Chrome Climbs As Firefox Slips In Browser Wars
The Chrome browser has now reached 11 percent market share at the expense of Mozilla’s Firefox
New research from Net Applications has revealed that Google’s Chrome web browser nudged up to 10.9 percent through February. This was a modest rise from its January position of 10.7 percent market share.
Microsoft Internet Explorer rallied, growing from 56 percent through January to 56.8 percent in February, the market researcher reported 1 March.
Microsoft noted in a blog post that IE9, the company’s freshest browser iteration, reached 0.66 percent market share across all Windows operating systems, with over 2 percent share on the Windows 7 platform.
Firefox Slip
Moreover, the browser has been downloaded over 36 million times since its September 2010 launch, Microsoft said in a blog post.
Apple’s Safari also grew a touch, to 6.4 percent from 6 percent for the month.
Chrome, IE and Safari appeared to gouge Mozilla Firefox, which dipped an entire percentage point, from 22.8 percent in January to 21.7 percent this month.
While Chrome’s growth to almost 11 percent market share since its inception in September 2008 would normally be the key story line here, Firefox’s fall takes that prize.
Hard At Work
It’s unclear why Firefox has dropped.

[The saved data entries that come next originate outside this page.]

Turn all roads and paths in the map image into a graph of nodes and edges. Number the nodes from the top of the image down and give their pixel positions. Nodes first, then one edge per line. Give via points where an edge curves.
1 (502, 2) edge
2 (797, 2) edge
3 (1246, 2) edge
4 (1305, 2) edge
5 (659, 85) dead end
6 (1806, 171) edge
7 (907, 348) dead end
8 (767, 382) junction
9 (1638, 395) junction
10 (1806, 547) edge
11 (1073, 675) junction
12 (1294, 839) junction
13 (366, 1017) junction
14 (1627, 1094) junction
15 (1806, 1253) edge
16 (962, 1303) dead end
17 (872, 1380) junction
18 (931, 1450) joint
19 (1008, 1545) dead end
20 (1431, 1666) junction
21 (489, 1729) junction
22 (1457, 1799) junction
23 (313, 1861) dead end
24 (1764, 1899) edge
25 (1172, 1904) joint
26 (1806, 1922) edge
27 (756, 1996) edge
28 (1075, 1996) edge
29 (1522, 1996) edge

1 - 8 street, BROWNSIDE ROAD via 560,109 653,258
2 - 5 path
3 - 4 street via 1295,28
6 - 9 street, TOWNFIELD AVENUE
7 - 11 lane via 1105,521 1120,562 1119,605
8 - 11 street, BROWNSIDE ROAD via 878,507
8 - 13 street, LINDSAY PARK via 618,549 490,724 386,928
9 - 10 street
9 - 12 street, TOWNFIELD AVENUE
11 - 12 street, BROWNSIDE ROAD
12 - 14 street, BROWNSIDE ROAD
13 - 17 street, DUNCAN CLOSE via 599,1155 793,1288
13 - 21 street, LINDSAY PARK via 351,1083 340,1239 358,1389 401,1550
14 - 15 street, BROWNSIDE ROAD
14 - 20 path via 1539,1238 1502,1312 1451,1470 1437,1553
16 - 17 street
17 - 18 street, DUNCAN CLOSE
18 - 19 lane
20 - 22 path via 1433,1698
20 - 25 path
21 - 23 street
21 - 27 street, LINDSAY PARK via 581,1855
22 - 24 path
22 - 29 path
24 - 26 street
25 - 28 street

Mozilla has been working feverishly to bring Firefox 4 to market releasing new beta versions of the build every few weeks across desktop and mobile platforms.

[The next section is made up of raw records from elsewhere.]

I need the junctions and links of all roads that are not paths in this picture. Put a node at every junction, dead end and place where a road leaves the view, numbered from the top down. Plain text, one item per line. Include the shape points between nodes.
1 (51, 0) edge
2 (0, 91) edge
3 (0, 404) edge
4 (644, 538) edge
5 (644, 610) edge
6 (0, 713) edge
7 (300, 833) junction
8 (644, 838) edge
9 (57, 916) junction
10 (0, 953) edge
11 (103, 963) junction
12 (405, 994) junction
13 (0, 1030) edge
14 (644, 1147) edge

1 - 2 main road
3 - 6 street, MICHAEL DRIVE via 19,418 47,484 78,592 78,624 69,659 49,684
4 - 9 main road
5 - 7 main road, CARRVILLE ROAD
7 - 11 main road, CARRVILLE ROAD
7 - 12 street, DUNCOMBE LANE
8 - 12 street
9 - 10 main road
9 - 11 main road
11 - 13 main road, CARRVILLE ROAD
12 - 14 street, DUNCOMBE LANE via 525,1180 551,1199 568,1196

Firefox 4 revs start-up time, page-loading and accelerate web application and games. Mozilla’s Kraken performance benchmark shows it to be more than three times faster than the current Firefox 3.6.13 build.
Whatever the reason for Firefox’s fall, it’s clear Chrome, which Google is updating with a new stable release every few weeks, and IE9, which has won kudos from browser users worldwide, have been the hot browser builds.